2. The method for rapidly forecasting the multi-point water depth of the urban rainwater well according to claim 1, wherein the method comprises the following steps: the street-rainwater sewer double-drainage system coupling model is built by using a rain flood management model SWMM.

3. The method for rapidly forecasting the multi-point water depth of the urban rainwater well according to claim 1, wherein the method comprises the following steps: the specific formula of the time correlation analysis in step S102 is as follows:

in the formulas (1) and (2), When the sliding window is i, the average value of rainfall-water depth correlation coefficients of n rainwater wells; i is the number of sliding windows; PCC _i(R,D_j) is the correlation coefficient value of the jth catch basin when the sliding window is i; n is the number of rainwater wells; r ^t-i is the t-i th rainfall data in the rainfall data sequence; /(I)Is average rainfall; /(I)Is the i+1th water depth value of the jth catch water in the catch water well water depth data sequence; /(I)Is the average value of the water depth of the j-th catch basin in the catch basin water depth data sequence; t is the total length of the rainfall data sequence; s _R is the standard deviation of the rainfall data sequence; /(I)Is the standard deviation of the j-th catch-basin data sequence.

4. The method for rapidly forecasting the multi-point water depth of the urban rainwater well according to claim 1, wherein the method comprises the following steps: normalization in step S103 is specifically expressed as follows:

In formula (3), X _i ^* is the normalized data sequence; x _i is the original data sequence; x _min is the minimum in the data sequence; x _max is the maximum value in the data sequence.

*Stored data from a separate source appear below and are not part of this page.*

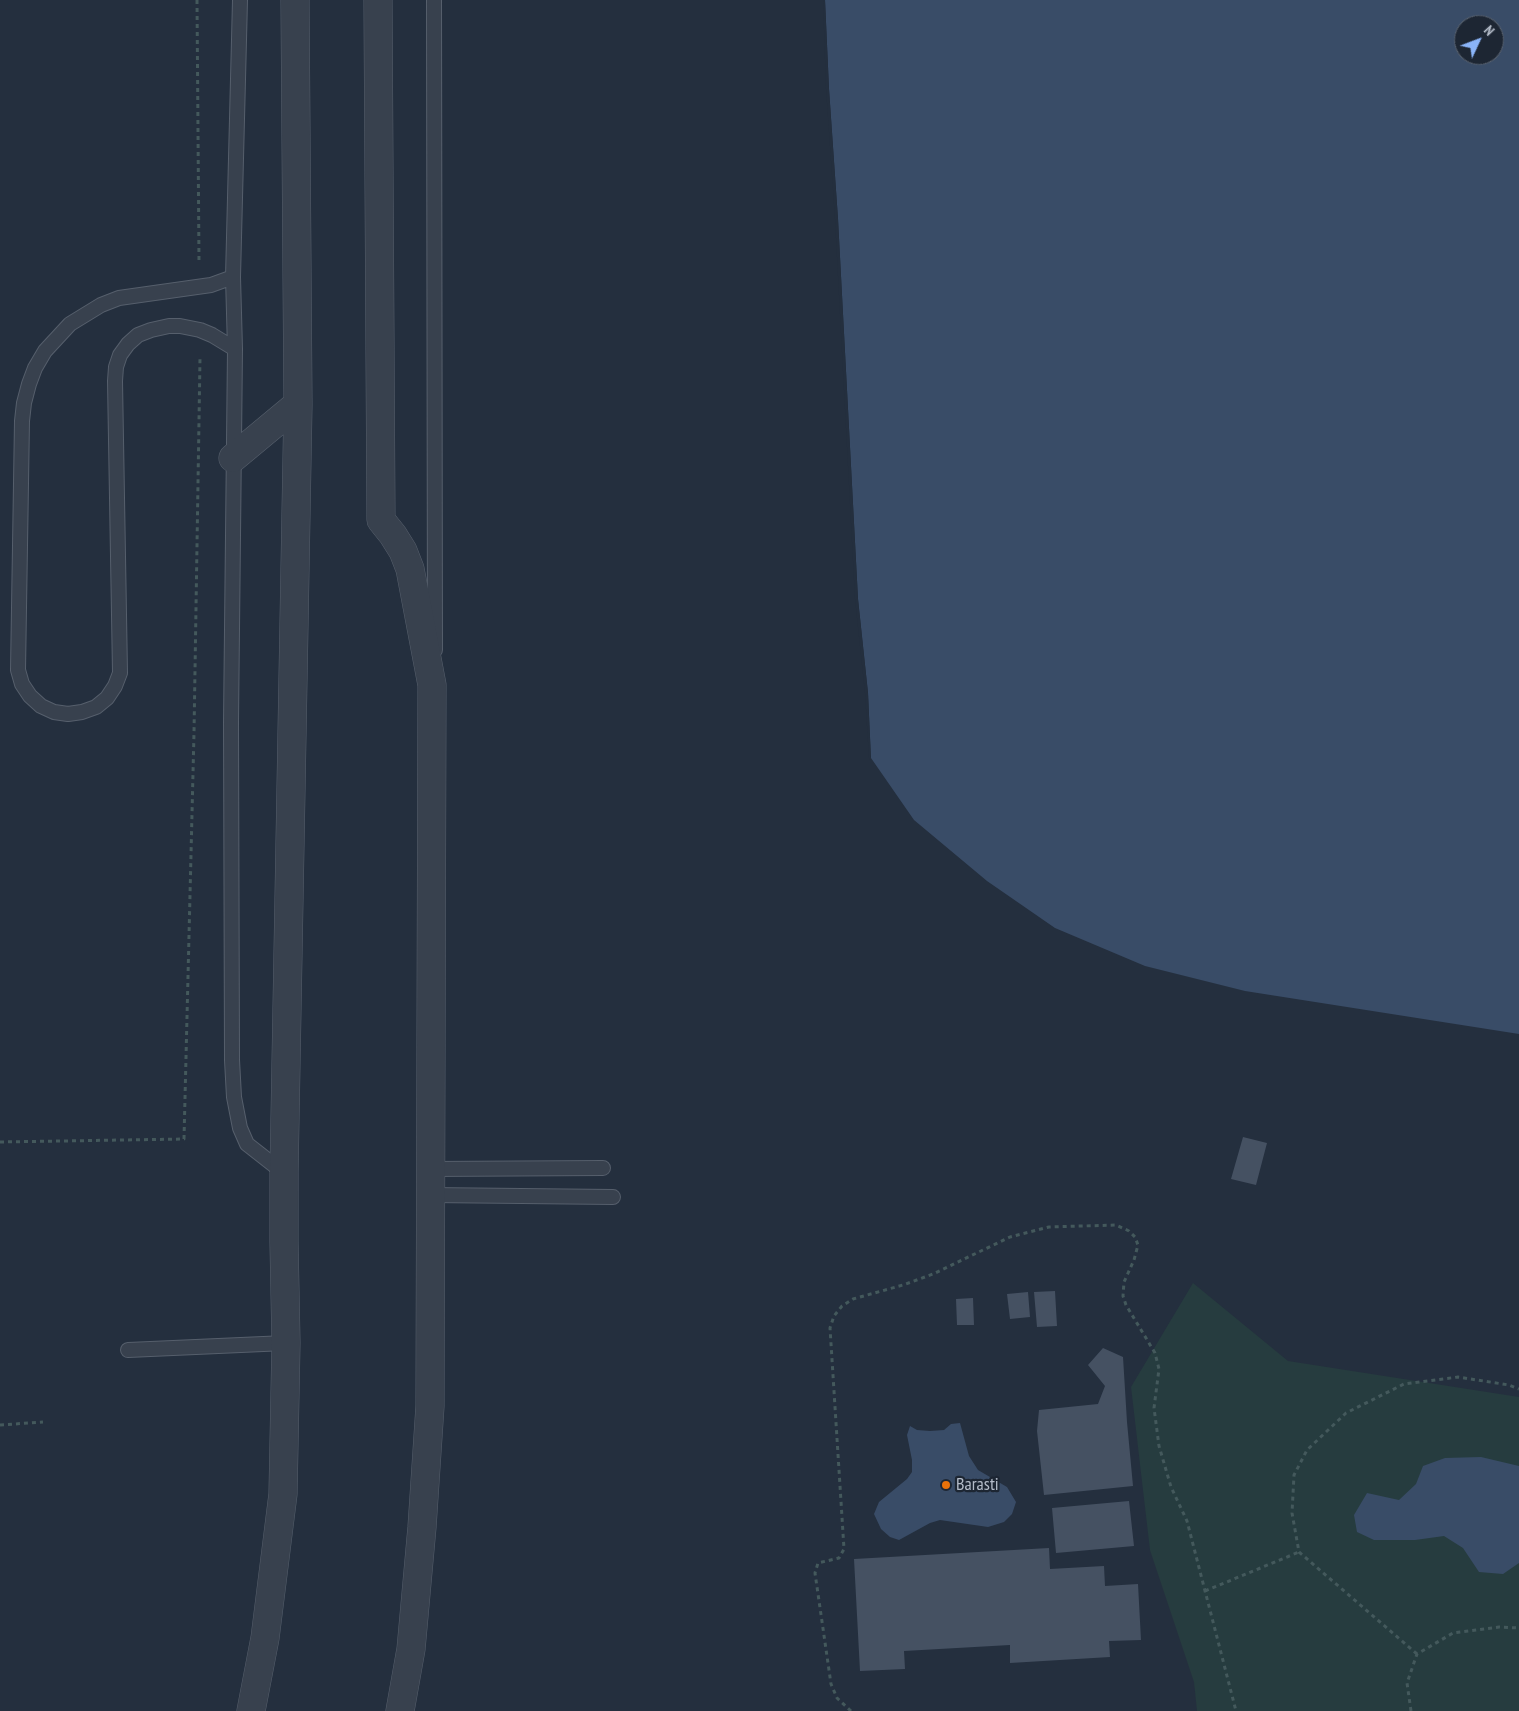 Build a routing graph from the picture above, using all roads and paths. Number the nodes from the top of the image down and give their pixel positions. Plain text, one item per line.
1 (197, 0) edge
2 (240, 0) edge
3 (294, 0) edge
4 (378, 0) edge
5 (434, 0) edge
6 (233, 277) junction
7 (199, 287) junction
8 (200, 330) junction
9 (234, 349) junction
10 (298, 404) junction
11 (233, 458) junction
12 (432, 686) junction
13 (0, 1142) edge
14 (603, 1168) dead end
15 (284, 1173) junction
16 (430, 1182) junction
17 (613, 1197) dead end
18 (286, 1343) junction
19 (128, 1350) dead end
20 (1519, 1389) edge
21 (43, 1422) dead end
22 (0, 1425) edge
23 (1299, 1552) junction
24 (1205, 1591) junction
25 (1519, 1628) edge
26 (1417, 1654) junction
27 (251, 1711) edge
28 (400, 1711) edge
29 (851, 1711) edge
30 (1236, 1711) edge
31 (1411, 1711) edge

1 - 7 path
2 - 6 lane
3 - 10 street
4 - 12 street
5 - 12 lane
6 - 7 lane
6 - 9 lane
7 - 8 lane
8 - 9 lane
8 - 13 path
9 - 11 lane
10 - 11 street
10 - 15 street
11 - 15 lane
12 - 16 street
14 - 16 lane
15 - 18 street
16 - 17 lane
16 - 28 street
18 - 19 lane
18 - 27 street
20 - 23 path
21 - 22 path
23 - 24 path
23 - 26 path
24 - 29 path
24 - 30 path
25 - 26 path
26 - 31 path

5. The method for rapidly forecasting the multi-point water depth of the urban rainwater well according to claim 1, wherein the method comprises the following steps: in step S104, the spatial correlation analysis is specifically as follows:

In the formulas (4) - (7), alpha _i is the space weight coefficient of the ith rainwater well; Is the j-th water depth value of the i-th catch basin in the catch basin water depth data sequence; t is the total length of the rainfall data sequence; ratio _PCC＞N is the Ratio when the pearson correlation coefficient is greater than N; a _{N＜PCC＜1.0} is the area of the Pelson correlation coefficient in each catch basin cross-correlation confusion matrix when N is 1.0; a _total is the total area of cross-correlation confusion matrix of each catch basin; /(I) Is the number that the i-th catch basin pearson correlation coefficient is larger than N; 0< N <1.

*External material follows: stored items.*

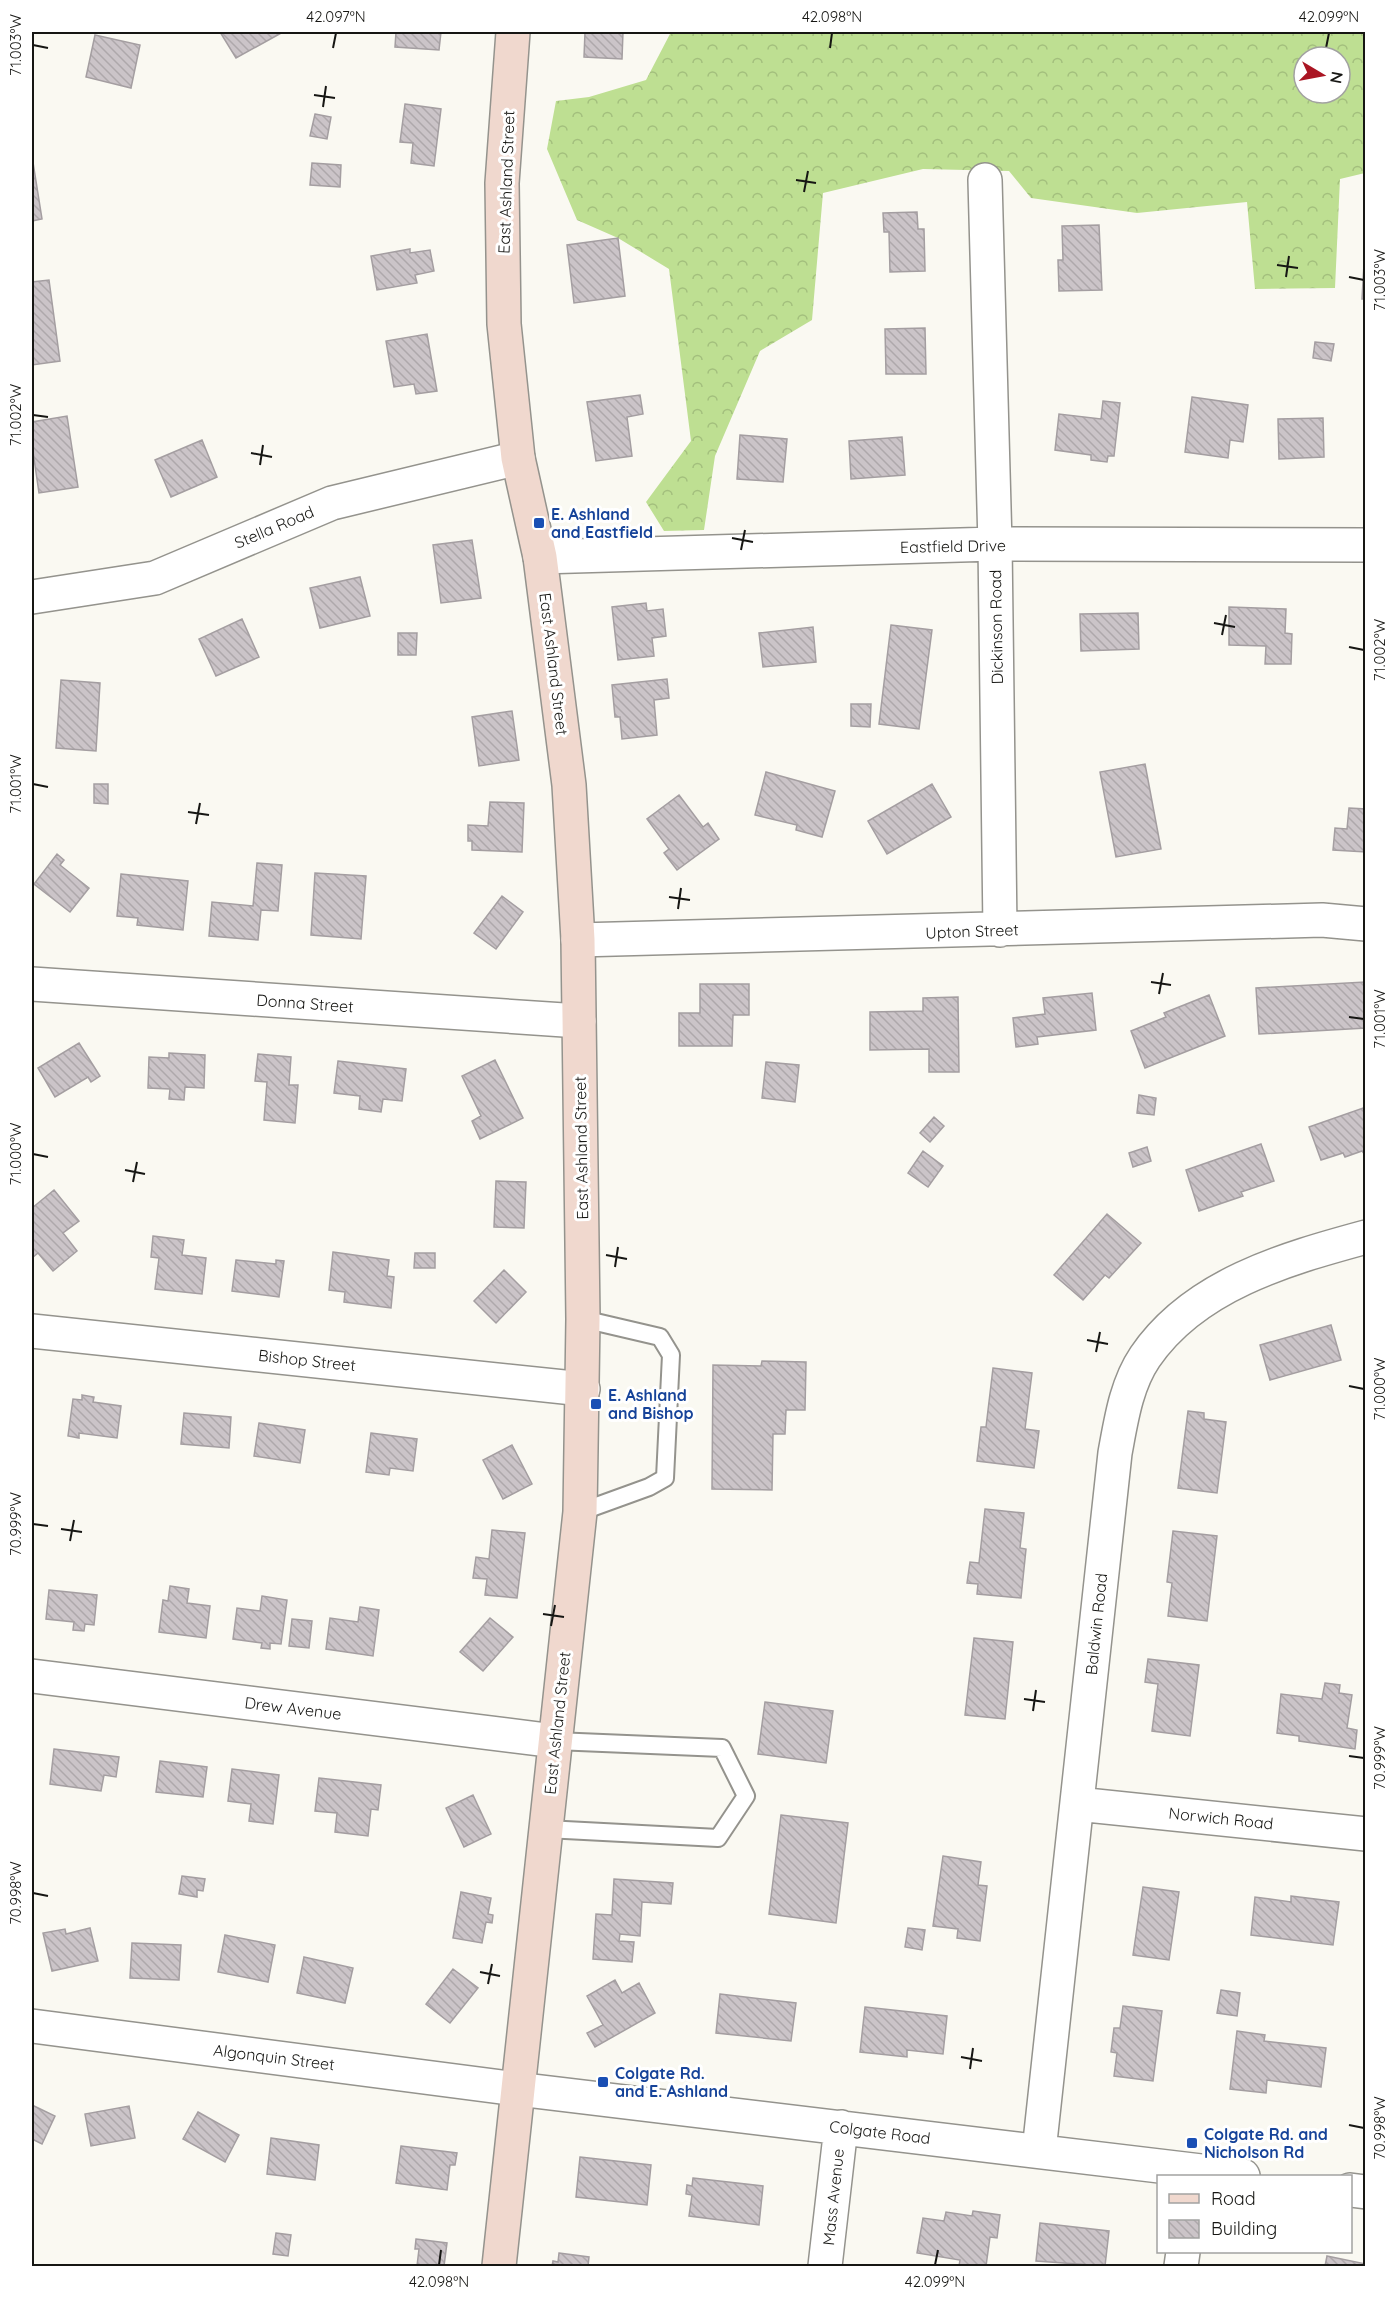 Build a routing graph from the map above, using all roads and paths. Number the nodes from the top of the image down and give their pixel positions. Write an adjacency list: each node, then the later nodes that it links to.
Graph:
1 (513, 32): 3 (main road, East Ashland Street)
2 (985, 180): 4 (street, Dickinson Road)
3 (519, 458): 6 (main road, East Ashland Street); 7 (street, Stella Road)
4 (995, 544): 5 (street, Eastfield Drive); 6 (street, Eastfield Drive); 9 (street, Dickinson Road)
5 (1365, 545)
6 (540, 557): 10 (main road, East Ashland Street)
7 (32, 597)
8 (1365, 924): 9 (street, Upton Street)
9 (1000, 930): 10 (street, Upton Street)
10 (578, 940): 12 (main road, East Ashland Street)
11 (32, 984): 12 (street, Donna Street)
12 (579, 1021): 14 (main road, East Ashland Street)
13 (1365, 1237): 20 (street, Baldwin Road)
14 (583, 1319): 16 (main road, East Ashland Street); 17 (lane)
15 (32, 1331): 16 (street, Bishop Street)
16 (583, 1389): 17 (main road, East Ashland Street)
17 (580, 1512): 19 (main road, East Ashland Street)
18 (32, 1676): 19 (street, Drew Avenue)
19 (555, 1741): 21 (main road, East Ashland Street); 21 (lane)
20 (1077, 1804): 22 (street, Norwich Road); 26 (street, Baldwin Road)
21 (546, 1828): 24 (main road, East Ashland Street)
22 (1365, 1834)
23 (32, 2026): 24 (street, Algonquin Street)
24 (517, 2089): 25 (street, Colgate Road); 29 (main road, East Ashland Street)
25 (841, 2127): 26 (street, Colgate Road); 30 (street, Mass Avenue)
26 (1039, 2151): 27 (street, Colgate Road)
27 (1193, 2174): 28 (street, Colgate Road)
28 (1218, 2175)
29 (499, 2266)
30 (825, 2266)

6. The method for rapidly forecasting the multi-point water depth of the urban rainwater well according to claim 1, wherein the method comprises the following steps: the specific process of optimizing the model in step S106 is: firstly, carrying out inverse normalization processing on the data by using a formula (11), and then calculating a loss function by using a formula (12);

X＝X_norm*(X_max-X_min)+X_min (11)

In equations (11) - (12), E _total is the predictive model loss function; Is the forecast water depth value of the j-th catch basin; d _j is the target water depth value of the jth catch basin; n is the total number of rainwater wells in the research area; x is the inverse normalized value; x _norm is the normalized value; x _max is the maximum in the original data sequence; x _min is the minimum in the original data sequence; after the loss function value of the prediction model is calculated, judging whether to circulate or not according to inequality E _total < E or E _poch > M, and updating the weight again; if the loss function is smaller than E or E _poch is larger than M, stopping circulation, and completing model training optimization; e _poch represents the current iteration number, and M represents the preset total iteration number; e denotes a preset loss function threshold.

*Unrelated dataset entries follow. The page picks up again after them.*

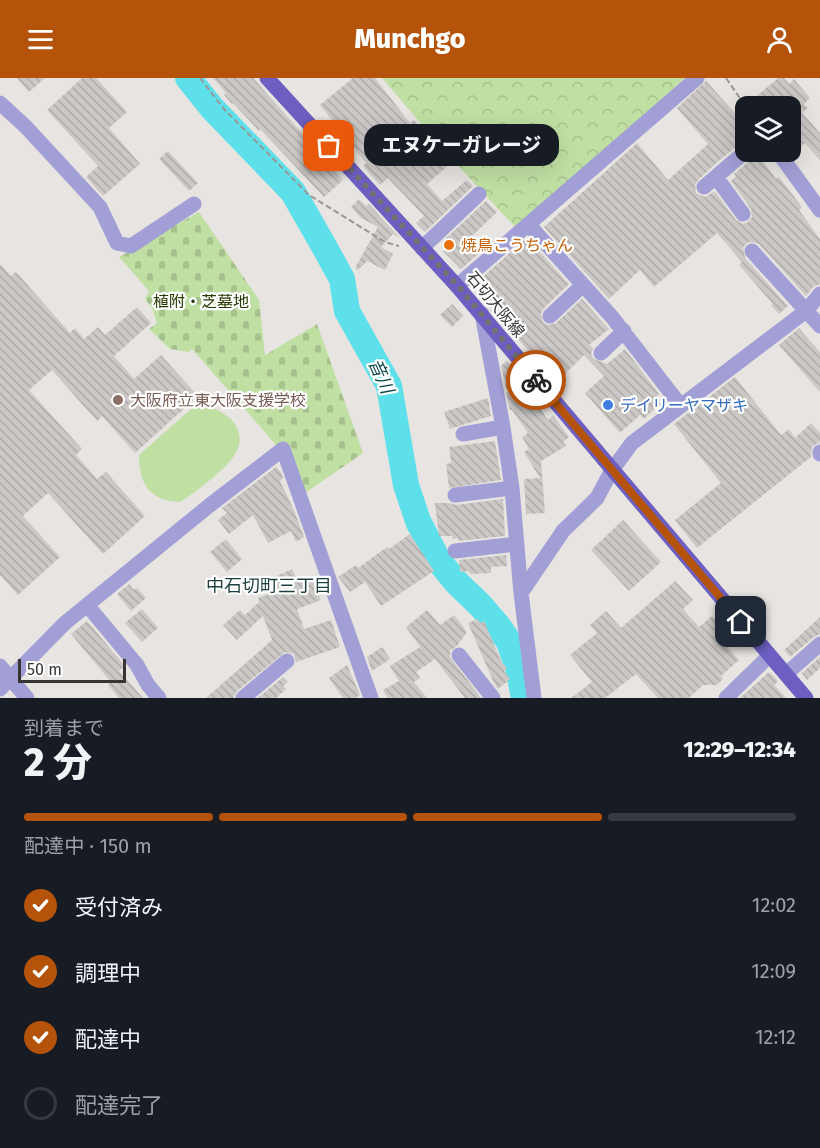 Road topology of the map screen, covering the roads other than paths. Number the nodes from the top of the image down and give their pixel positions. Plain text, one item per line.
1 (267, 78) edge
2 (697, 78) edge
3 (0, 103) edge
4 (735, 160) edge
5 (785, 162) edge
6 (479, 194) dead end
7 (194, 204) dead end
8 (820, 210) edge
9 (743, 214) dead end
10 (529, 225) junction
11 (422, 248) junction
12 (752, 251) dead end
13 (584, 285) junction
14 (458, 286) junction
15 (820, 294) edge
16 (806, 311) junction
17 (482, 314) junction
18 (550, 316) dead end
19 (820, 326) edge
20 (624, 331) junction
21 (601, 353) dead end
22 (681, 406) junction
23 (503, 427) junction
24 (463, 434) dead end
25 (612, 470) junction
26 (512, 488) junction
27 (455, 495) dead end
28 (517, 544) junction
29 (455, 551) dead end
30 (521, 593) junction
31 (87, 605) junction
32 (820, 644) edge
33 (459, 655) dead end
34 (769, 656) junction
35 (287, 661) dead end
36 (0, 666) edge
37 (786, 674) junction
38 (5, 684) edge
39 (27, 698) edge
40 (159, 698) edge
41 (243, 698) edge
42 (370, 698) edge
43 (494, 698) edge
44 (534, 698) edge
45 (726, 698) edge
46 (806, 698) edge

1 - 11 main road, 石切大阪線
2 - 10 street
3 - 7 street
4 - 9 street
5 - 8 street
6 - 11 street
10 - 13 street
10 - 14 street
11 - 14 main road, 石切大阪線
12 - 16 street
13 - 18 street
13 - 20 street
14 - 17 main road, 石切大阪線
15 - 16 street
16 - 19 street
16 - 22 street
17 - 23 street
17 - 25 main road, 石切大阪線
20 - 21 street
20 - 22 street
22 - 25 street
23 - 24 street
23 - 26 street
25 - 30 street
25 - 34 main road, 石切大阪線
26 - 27 street
26 - 28 street
28 - 29 street
28 - 30 street
30 - 44 street
31 - 38 street
31 - 40 street
31 - 42 street
32 - 37 street
33 - 43 street
34 - 37 main road, 石切大阪線
34 - 45 street
35 - 41 street
36 - 38 street
37 - 46 main road, 石切大阪線
38 - 39 street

7. The method for rapidly forecasting the multi-point water depth of the urban rainwater well according to claim 1, wherein the method comprises the following steps: in step S107, the evaluation index of the model is as follows:

in the formulas (13) - (14), m is the total number of the rainwater wells; The method is a forecast water depth value of a multi-point water depth rapid forecast model of the rainwater well; d _i is the target water depth value; /(I) Is the target water depth average.